British Scientists Uncover Why Some Giant Planets Drift Towards Their Host Stars
A recent study published in the scientific journal The Astrophysical Journal Letters has discovered a new mechanism that may explain the long-standing mystery of the decaying orbits of certain planets around sun-like stars.
A hot Jupiter falling into the red-hot zone of its host star – (AI Image: Anh Thư)
According to SciTech Daily, scientists have previously observed the moth-like behavior of some exoplanets classified as “Hot Jupiters.”
These gas giants, similar to Jupiter, orbit extremely close to their host stars, resulting in extreme temperatures. They take just a few days to complete an orbit around the star, always appearing as if they are about to be swallowed.
This close proximity subjects both the planet and the star to strong gravitational forces, transferring energy into their orbits.

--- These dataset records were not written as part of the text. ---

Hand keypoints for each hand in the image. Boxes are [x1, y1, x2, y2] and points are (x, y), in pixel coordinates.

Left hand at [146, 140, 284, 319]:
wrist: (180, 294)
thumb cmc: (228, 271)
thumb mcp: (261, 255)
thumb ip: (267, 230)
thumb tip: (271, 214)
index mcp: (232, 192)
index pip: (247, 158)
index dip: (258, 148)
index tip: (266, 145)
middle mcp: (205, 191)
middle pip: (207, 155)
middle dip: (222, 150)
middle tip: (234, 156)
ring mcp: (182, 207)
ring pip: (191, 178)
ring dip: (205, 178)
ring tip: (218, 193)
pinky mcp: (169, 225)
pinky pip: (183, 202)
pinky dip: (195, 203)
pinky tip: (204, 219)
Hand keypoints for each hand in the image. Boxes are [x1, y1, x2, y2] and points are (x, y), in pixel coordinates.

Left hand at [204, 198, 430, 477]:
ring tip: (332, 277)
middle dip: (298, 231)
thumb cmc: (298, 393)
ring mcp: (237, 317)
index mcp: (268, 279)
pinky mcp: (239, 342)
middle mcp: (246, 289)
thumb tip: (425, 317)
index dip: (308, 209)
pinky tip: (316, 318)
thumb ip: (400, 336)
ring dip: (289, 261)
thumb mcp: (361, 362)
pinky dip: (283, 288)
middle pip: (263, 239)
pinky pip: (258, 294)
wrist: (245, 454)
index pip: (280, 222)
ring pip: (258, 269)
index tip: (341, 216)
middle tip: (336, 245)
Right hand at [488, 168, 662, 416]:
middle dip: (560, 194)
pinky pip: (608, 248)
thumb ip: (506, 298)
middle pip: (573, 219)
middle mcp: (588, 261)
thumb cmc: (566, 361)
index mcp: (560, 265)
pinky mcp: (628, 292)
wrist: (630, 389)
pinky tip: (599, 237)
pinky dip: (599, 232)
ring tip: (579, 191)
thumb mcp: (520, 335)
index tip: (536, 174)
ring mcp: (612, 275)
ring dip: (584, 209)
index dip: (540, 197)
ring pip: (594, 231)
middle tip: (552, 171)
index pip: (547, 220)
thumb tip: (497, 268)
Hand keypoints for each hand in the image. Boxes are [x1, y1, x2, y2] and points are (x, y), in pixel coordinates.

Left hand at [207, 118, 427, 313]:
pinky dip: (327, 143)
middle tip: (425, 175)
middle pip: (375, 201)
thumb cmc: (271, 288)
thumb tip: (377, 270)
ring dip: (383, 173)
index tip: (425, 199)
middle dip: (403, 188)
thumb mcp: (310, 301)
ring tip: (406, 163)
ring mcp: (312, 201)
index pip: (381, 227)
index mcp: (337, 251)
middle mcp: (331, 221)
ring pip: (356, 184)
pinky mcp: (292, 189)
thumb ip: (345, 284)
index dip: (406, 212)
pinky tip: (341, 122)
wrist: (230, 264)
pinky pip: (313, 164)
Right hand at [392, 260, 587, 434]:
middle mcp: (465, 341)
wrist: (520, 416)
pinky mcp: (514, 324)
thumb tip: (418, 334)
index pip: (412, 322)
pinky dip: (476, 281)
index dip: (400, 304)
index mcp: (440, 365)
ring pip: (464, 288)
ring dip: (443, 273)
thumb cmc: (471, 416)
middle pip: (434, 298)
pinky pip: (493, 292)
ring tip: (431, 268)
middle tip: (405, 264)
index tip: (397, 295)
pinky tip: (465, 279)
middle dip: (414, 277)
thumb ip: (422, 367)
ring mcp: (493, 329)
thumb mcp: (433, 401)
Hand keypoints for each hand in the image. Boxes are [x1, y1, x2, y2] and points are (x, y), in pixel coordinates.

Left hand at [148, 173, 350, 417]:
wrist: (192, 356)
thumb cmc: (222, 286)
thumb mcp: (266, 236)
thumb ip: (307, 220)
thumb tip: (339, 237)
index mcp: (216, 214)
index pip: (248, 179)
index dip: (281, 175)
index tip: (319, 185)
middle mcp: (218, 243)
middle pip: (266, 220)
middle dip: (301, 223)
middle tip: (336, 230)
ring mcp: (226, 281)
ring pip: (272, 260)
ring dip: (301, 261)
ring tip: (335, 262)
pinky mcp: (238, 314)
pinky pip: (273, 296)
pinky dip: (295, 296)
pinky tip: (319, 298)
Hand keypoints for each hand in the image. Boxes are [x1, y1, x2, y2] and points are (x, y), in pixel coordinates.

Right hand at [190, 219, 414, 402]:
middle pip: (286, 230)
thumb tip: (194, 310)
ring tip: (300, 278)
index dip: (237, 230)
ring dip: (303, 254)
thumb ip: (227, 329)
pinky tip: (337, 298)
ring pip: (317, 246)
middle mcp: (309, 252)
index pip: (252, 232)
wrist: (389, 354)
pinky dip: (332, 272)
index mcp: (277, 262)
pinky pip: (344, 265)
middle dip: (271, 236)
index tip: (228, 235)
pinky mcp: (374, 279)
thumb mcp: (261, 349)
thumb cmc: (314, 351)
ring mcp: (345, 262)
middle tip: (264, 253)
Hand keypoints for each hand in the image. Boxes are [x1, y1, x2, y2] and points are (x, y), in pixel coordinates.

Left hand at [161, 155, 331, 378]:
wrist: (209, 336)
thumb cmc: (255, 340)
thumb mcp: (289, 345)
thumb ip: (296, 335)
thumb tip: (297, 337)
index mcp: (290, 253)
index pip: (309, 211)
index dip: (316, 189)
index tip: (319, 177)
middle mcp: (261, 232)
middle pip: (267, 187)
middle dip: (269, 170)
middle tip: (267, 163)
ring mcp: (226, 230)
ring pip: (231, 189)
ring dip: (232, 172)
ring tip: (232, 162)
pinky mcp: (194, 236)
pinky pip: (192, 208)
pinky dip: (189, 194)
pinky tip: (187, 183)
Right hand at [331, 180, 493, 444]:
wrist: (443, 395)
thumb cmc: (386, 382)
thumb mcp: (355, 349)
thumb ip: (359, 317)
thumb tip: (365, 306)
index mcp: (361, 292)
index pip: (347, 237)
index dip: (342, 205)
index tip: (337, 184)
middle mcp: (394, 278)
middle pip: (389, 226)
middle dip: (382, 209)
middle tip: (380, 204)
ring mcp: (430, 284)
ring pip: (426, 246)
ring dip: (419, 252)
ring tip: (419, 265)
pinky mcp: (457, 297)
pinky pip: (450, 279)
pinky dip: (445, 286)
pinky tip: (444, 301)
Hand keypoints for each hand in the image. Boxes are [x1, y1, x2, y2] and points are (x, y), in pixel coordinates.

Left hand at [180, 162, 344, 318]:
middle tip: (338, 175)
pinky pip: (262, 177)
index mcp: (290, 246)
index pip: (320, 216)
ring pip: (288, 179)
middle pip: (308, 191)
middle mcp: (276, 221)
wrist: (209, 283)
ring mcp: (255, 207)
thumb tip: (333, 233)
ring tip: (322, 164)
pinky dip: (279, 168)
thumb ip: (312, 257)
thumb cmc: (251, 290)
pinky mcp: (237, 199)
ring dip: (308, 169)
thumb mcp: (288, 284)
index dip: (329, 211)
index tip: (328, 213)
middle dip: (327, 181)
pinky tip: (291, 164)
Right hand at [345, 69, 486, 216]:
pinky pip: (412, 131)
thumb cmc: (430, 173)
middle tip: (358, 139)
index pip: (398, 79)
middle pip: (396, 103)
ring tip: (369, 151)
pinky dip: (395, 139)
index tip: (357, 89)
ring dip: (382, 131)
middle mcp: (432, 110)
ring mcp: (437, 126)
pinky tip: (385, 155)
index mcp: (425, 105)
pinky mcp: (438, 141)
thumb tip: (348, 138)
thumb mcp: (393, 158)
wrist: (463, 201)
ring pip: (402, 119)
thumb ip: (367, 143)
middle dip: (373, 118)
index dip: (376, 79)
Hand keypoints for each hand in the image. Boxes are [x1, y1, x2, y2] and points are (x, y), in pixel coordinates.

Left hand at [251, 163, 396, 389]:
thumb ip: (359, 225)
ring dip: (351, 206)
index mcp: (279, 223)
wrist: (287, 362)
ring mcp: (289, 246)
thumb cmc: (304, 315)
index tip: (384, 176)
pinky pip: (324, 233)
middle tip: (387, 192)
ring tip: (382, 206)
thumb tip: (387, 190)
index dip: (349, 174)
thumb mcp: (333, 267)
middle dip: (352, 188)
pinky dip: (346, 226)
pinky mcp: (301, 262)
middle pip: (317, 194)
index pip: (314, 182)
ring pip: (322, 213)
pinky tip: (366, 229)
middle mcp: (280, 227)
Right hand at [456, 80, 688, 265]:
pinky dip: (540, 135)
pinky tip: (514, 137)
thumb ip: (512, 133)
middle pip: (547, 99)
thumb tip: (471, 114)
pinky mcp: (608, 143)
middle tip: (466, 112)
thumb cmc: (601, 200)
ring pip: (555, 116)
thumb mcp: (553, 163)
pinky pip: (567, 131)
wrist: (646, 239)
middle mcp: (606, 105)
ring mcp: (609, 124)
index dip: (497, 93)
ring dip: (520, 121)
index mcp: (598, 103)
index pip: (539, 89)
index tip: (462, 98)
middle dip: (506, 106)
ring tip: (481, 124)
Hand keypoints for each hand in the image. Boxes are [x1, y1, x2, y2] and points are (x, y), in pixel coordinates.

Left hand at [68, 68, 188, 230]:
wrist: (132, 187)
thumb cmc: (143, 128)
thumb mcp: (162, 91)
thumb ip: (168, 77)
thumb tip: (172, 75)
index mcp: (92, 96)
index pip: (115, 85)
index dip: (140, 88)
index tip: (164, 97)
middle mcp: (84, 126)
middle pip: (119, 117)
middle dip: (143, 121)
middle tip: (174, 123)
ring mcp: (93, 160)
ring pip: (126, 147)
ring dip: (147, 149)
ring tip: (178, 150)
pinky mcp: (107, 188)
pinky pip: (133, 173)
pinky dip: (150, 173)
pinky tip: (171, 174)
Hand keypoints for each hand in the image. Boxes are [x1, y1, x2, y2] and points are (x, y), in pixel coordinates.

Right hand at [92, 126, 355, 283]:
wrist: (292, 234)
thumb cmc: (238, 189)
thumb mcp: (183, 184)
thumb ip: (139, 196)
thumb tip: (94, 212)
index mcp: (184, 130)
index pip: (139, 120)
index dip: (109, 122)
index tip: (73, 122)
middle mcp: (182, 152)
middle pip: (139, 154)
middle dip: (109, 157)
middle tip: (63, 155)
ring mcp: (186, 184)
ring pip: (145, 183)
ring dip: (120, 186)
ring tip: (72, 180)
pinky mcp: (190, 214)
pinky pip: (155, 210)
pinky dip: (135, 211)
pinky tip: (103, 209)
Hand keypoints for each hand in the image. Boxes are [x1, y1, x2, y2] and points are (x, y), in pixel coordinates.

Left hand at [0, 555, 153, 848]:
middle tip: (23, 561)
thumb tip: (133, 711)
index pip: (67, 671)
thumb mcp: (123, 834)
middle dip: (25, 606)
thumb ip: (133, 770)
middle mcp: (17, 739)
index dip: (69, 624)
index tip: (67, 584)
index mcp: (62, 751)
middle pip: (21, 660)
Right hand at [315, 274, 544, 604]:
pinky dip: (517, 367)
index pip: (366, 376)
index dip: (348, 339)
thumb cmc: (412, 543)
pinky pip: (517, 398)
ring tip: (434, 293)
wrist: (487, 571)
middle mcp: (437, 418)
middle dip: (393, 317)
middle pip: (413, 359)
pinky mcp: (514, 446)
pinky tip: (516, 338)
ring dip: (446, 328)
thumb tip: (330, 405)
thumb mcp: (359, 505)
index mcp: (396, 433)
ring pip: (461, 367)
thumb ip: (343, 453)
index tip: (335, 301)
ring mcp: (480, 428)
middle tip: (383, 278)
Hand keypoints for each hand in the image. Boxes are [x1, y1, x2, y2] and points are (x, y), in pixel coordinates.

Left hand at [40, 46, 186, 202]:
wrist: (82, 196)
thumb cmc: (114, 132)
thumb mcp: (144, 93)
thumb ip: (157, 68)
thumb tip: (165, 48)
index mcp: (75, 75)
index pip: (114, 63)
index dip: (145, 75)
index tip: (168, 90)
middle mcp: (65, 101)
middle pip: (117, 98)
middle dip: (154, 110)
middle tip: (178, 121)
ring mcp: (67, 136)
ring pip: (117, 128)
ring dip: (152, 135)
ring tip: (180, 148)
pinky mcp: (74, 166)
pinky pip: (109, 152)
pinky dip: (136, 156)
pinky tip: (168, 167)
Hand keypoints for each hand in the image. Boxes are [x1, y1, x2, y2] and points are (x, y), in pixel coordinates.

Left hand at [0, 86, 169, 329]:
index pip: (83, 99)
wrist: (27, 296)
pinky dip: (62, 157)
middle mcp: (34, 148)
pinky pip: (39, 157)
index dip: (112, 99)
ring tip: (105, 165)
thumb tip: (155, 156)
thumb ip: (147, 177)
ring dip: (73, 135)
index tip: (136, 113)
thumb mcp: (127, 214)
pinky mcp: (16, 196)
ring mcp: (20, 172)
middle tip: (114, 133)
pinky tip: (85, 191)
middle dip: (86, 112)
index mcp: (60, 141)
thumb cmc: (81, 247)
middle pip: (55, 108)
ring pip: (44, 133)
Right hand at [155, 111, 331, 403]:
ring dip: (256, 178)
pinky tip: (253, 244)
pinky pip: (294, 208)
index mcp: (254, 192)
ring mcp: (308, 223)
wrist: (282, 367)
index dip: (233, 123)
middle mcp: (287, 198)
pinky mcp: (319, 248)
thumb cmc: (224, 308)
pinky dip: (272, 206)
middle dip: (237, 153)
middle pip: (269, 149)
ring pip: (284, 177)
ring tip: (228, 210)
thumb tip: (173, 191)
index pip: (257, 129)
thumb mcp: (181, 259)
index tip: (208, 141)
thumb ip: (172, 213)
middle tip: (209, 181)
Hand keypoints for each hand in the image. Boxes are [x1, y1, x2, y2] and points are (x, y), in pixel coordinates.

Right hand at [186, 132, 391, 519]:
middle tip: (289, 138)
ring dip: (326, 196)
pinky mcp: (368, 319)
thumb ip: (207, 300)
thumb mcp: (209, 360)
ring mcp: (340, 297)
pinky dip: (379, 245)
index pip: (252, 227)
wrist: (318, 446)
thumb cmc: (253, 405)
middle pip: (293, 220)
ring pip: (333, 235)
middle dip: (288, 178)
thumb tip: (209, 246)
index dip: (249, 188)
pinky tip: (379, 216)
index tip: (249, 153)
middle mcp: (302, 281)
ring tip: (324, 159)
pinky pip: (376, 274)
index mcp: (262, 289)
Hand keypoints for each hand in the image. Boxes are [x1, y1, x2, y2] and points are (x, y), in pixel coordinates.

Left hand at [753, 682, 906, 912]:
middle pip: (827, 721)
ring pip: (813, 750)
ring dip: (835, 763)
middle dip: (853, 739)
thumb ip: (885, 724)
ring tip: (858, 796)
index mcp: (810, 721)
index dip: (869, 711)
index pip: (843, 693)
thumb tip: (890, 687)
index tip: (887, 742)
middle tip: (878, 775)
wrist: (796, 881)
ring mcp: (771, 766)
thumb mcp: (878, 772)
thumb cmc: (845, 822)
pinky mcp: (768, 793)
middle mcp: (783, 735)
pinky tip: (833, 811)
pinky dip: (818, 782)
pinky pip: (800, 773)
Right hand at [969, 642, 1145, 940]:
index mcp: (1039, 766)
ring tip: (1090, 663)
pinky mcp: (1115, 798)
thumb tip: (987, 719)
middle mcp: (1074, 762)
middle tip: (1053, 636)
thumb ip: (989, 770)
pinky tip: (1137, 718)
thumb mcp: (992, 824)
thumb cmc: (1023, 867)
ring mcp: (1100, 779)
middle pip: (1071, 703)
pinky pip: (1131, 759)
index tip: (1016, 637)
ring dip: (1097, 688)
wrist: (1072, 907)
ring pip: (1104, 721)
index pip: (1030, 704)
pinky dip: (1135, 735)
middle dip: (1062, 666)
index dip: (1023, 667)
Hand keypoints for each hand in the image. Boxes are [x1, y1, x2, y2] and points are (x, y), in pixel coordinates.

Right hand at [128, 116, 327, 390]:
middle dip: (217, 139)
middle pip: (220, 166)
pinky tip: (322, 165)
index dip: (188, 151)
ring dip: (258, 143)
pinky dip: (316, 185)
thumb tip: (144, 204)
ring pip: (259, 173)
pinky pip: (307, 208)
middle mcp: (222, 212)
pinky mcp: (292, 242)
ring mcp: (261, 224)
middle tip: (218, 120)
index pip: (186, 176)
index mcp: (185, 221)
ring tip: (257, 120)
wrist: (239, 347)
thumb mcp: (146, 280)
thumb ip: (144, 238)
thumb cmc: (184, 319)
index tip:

However, these planets do not get swallowed immediately; instead, they slowly spiral inward over billions of years until they eventually fall into the red-hot zone of their host stars.
Current tidal theories cannot fully explain the peculiar orbital decay mentioned, such as that of the hot Jupiter WASP-12b in the WASP-12 system.
In astronomy, tidal force is a gravitational effect that stretches an object closer to or away from a massive body due to the difference in gravitational fields.
The research team led by Durham University (UK) discovered that a strong magnetic field within some sun-like stars can effectively dissipate the tidal forces from hot Jupiters.
Tidal forces create waves that move inward within the stars. When these waves encounter a magnetic field, they are converted into various types of magnetic waves that radiate outward and eventually dissipate.
Thus, with only the influence of the star instead of mutual gravitation, the planets undergo a very slow weakening of their orbits.
They move in a spiral pattern, gradually getting closer without plunging directly into their host star, nor maintaining a stable position.
Dr. Craig Duguid, the lead author of the study, stated that this new mechanism has profound implications for the existence of short-period planets, particularly hot Jupiters.
It opens up a new avenue for tidal research and will help guide astronomers in their observations to identify promising targets for studying orbital decay.